▶ WHAT YOU NEED TO DO: Could you output every record below exactly, leaving out the pictures?

● ● ● ● ● ● ●

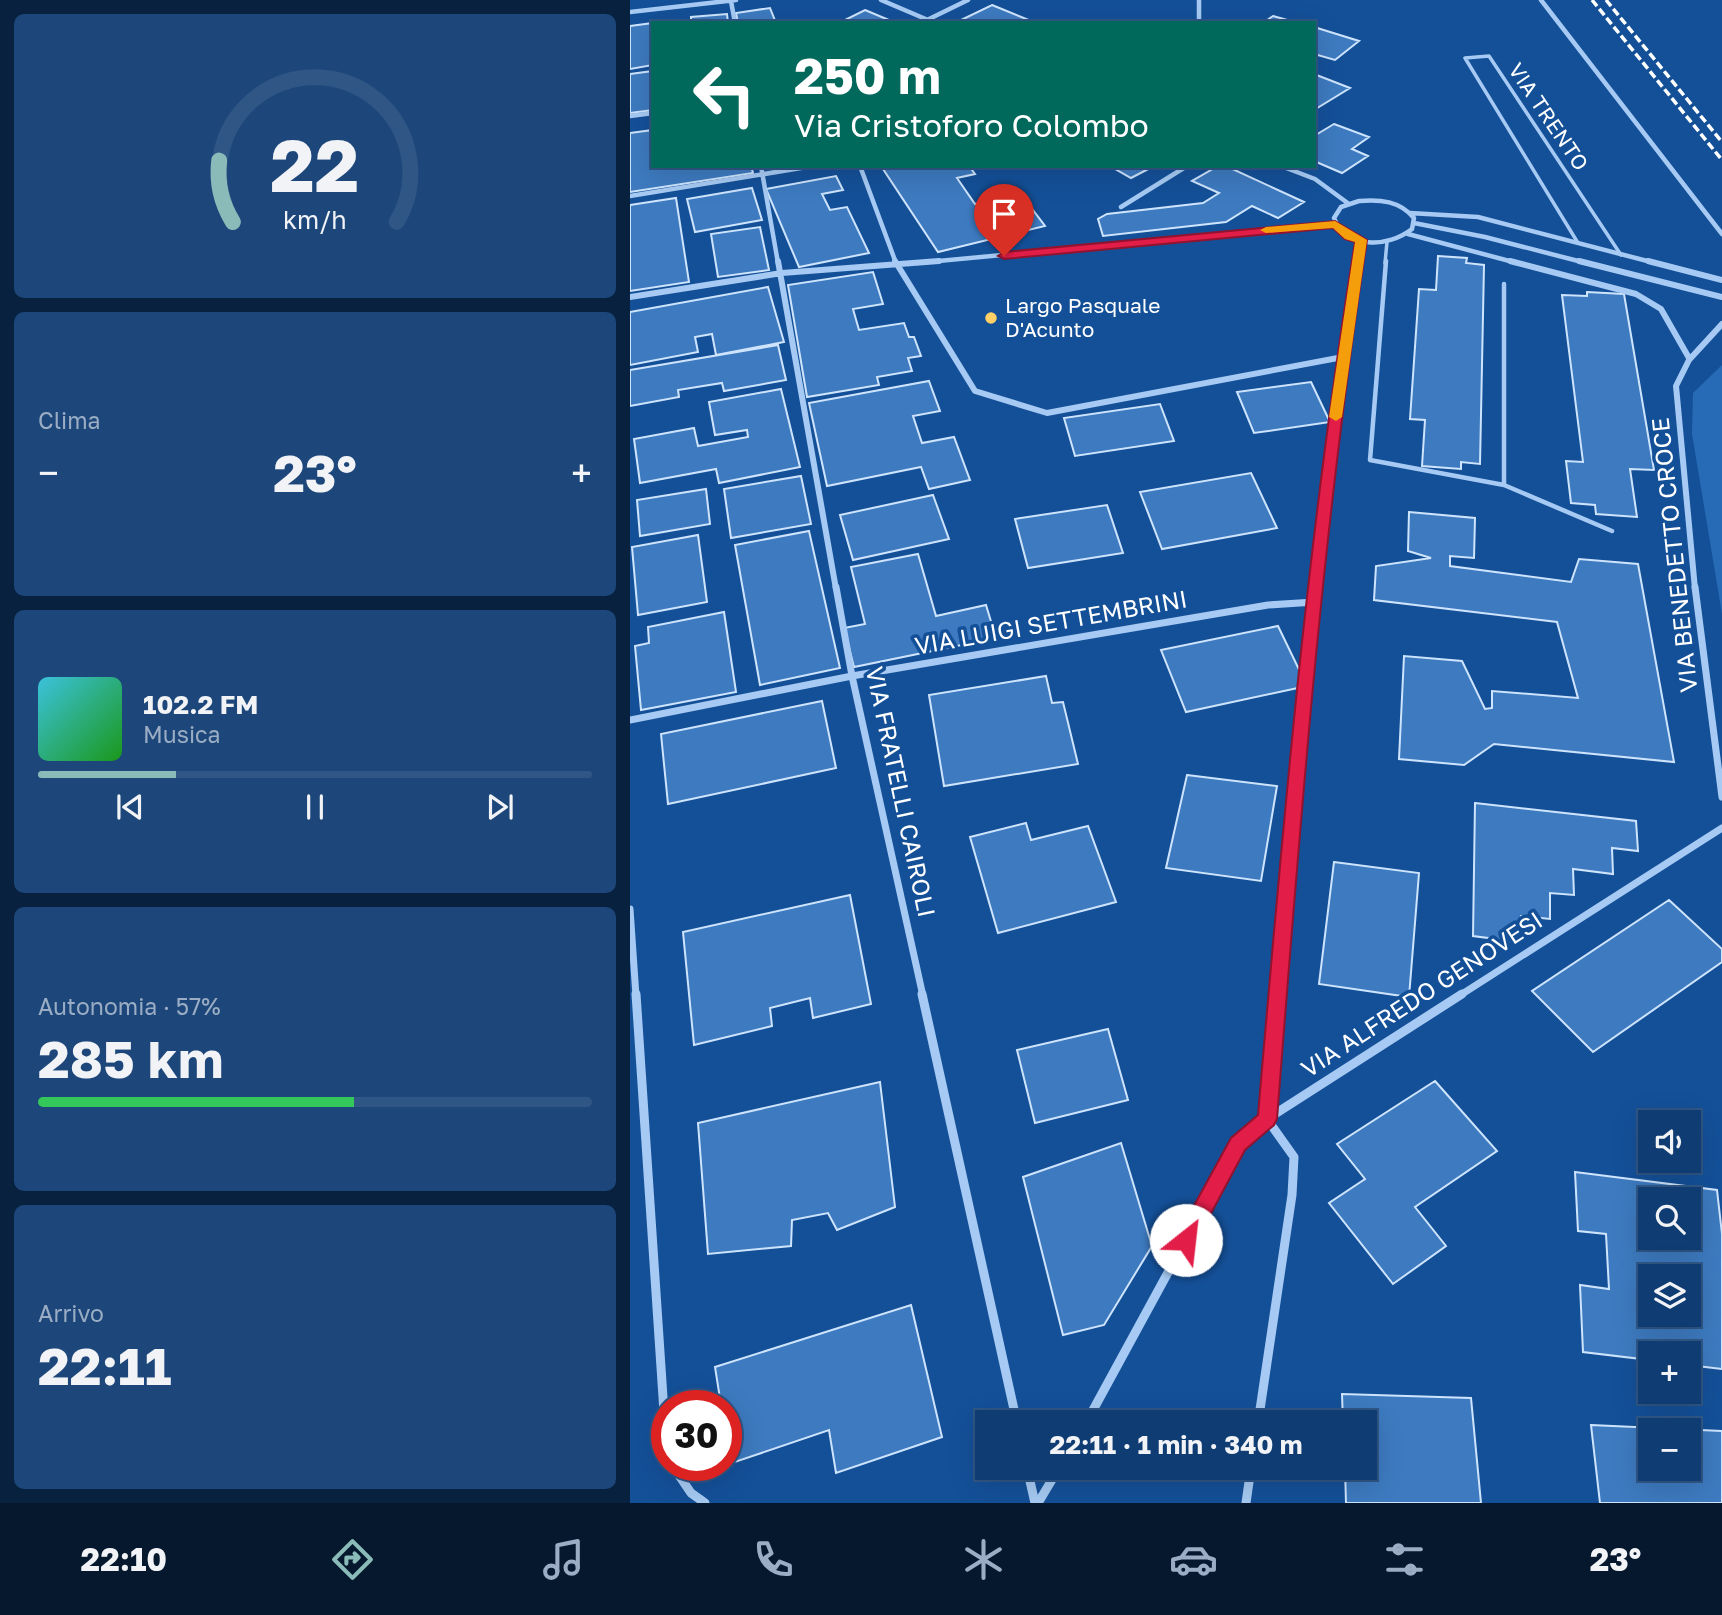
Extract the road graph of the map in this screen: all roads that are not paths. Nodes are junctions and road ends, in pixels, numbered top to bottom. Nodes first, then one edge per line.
1 (733, 0) edge
2 (881, 0) edge
3 (968, 0) edge
4 (1199, 0) edge
5 (1541, 0) edge
6 (630, 12) edge
7 (927, 20) joint
8 (735, 21) edge
9 (1199, 21) edge
10 (651, 113) edge
11 (630, 116) edge
12 (761, 168) edge
13 (803, 168) edge
14 (861, 168) edge
15 (1184, 168) edge
16 (1287, 168) edge
17 (763, 176) junction
18 (630, 196) edge
19 (1349, 204) junction
20 (1121, 207) dead end
21 (1410, 213) junction
22 (1414, 223) junction
23 (1335, 224) junction
24 (1408, 234) junction
25 (1722, 234) edge
26 (1361, 240) junction
27 (1387, 242) junction
28 (1578, 243) junction
29 (1621, 255) junction
30 (896, 264) junction
31 (782, 273) junction
32 (1722, 280) edge
33 (1504, 284) dead end
34 (630, 296) edge
35 (1722, 297) edge
36 (1722, 324) edge
37 (1342, 358) junction
38 (1689, 358) junction
39 (1504, 485) junction
40 (1612, 531) dead end
41 (1315, 602) junction
42 (852, 676) junction
43 (630, 720) edge
44 (1722, 797) edge
45 (1722, 828) edge
46 (630, 909) edge
47 (1267, 1119) junction
48 (662, 1390) edge
49 (1014, 1410) edge
50 (1093, 1410) edge
51 (1260, 1410) edge
52 (1030, 1480) edge
53 (1051, 1480) edge
54 (1249, 1480) edge
55 (683, 1481) edge
56 (705, 1503) edge
57 (1037, 1503) edge
58 (1246, 1503) edge

1 - 6 street
1 - 8 street
2 - 7 street
3 - 7 street
4 - 9 street
5 - 25 street
10 - 11 street
12 - 17 street, VIA FRATELLI CAIROLI
13 - 17 street
14 - 30 street
15 - 20 street
16 - 19 street
17 - 18 street
17 - 31 street, VIA FRATELLI CAIROLI
19 - 21 street
19 - 23 street
21 - 22 street
21 - 28 street
22 - 24 street
22 - 35 street
23 - 26 street
23 - 30 street
24 - 27 street
24 - 38 street
26 - 27 street
26 - 37 street
27 - 39 lane
28 - 29 street
28 - 29 lane, VIA TRENTO
29 - 32 street
30 - 31 street
30 - 37 street
31 - 34 street
31 - 42 street, VIA FRATELLI CAIROLI
33 - 39 lane
36 - 38 street, VIA BENEDETTO CROCE
37 - 41 street
38 - 44 street, VIA BENEDETTO CROCE
39 - 40 lane
41 - 42 street, VIA LUIGI SETTEMBRINI
41 - 47 street
42 - 43 street, VIA LUIGI SETTEMBRINI
42 - 49 street, VIA FRATELLI CAIROLI
45 - 47 street, VIA ALFREDO GENOVESI
46 - 48 street
47 - 50 street, VIA ALFREDO GENOVESI
47 - 51 street
52 - 57 street
53 - 57 street
54 - 58 street
55 - 56 street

● ● ● ● ● ● ●

▶ WRITTEN RESPONSE:
Extract the road graph of the map in this screen: all roads that are not paths. Nodes are junctions and road ends, in pixels, numbered top to bottom. Nodes first, then one edge per line.
1 (733, 0) edge
2 (881, 0) edge
3 (968, 0) edge
4 (1199, 0) edge
5 (1541, 0) edge
6 (630, 12) edge
7 (927, 20) joint
8 (735, 21) edge
9 (1199, 21) edge
10 (651, 113) edge
11 (630, 116) edge
12 (761, 168) edge
13 (803, 168) edge
14 (861, 168) edge
15 (1184, 168) edge
16 (1287, 168) edge
17 (763, 176) junction
18 (630, 196) edge
19 (1349, 204) junction
20 (1121, 207) dead end
21 (1410, 213) junction
22 (1414, 223) junction
23 (1335, 224) junction
24 (1408, 234) junction
25 (1722, 234) edge
26 (1361, 240) junction
27 (1387, 242) junction
28 (1578, 243) junction
29 (1621, 255) junction
30 (896, 264) junction
31 (782, 273) junction
32 (1722, 280) edge
33 (1504, 284) dead end
34 (630, 296) edge
35 (1722, 297) edge
36 (1722, 324) edge
37 (1342, 358) junction
38 (1689, 358) junction
39 (1504, 485) junction
40 (1612, 531) dead end
41 (1315, 602) junction
42 (852, 676) junction
43 (630, 720) edge
44 (1722, 797) edge
45 (1722, 828) edge
46 (630, 909) edge
47 (1267, 1119) junction
48 (662, 1390) edge
49 (1014, 1410) edge
50 (1093, 1410) edge
51 (1260, 1410) edge
52 (1030, 1480) edge
53 (1051, 1480) edge
54 (1249, 1480) edge
55 (683, 1481) edge
56 (705, 1503) edge
57 (1037, 1503) edge
58 (1246, 1503) edge

1 - 6 street
1 - 8 street
2 - 7 street
3 - 7 street
4 - 9 street
5 - 25 street
10 - 11 street
12 - 17 street, VIA FRATELLI CAIROLI
13 - 17 street
14 - 30 street
15 - 20 street
16 - 19 street
17 - 18 street
17 - 31 street, VIA FRATELLI CAIROLI
19 - 21 street
19 - 23 street
21 - 22 street
21 - 28 street
22 - 24 street
22 - 35 street
23 - 26 street
23 - 30 street
24 - 27 street
24 - 38 street
26 - 27 street
26 - 37 street
27 - 39 lane
28 - 29 street
28 - 29 lane, VIA TRENTO
29 - 32 street
30 - 31 street
30 - 37 street
31 - 34 street
31 - 42 street, VIA FRATELLI CAIROLI
33 - 39 lane
36 - 38 street, VIA BENEDETTO CROCE
37 - 41 street
38 - 44 street, VIA BENEDETTO CROCE
39 - 40 lane
41 - 42 street, VIA LUIGI SETTEMBRINI
41 - 47 street
42 - 43 street, VIA LUIGI SETTEMBRINI
42 - 49 street, VIA FRATELLI CAIROLI
45 - 47 street, VIA ALFREDO GENOVESI
46 - 48 street
47 - 50 street, VIA ALFREDO GENOVESI
47 - 51 street
52 - 57 street
53 - 57 street
54 - 58 street
55 - 56 street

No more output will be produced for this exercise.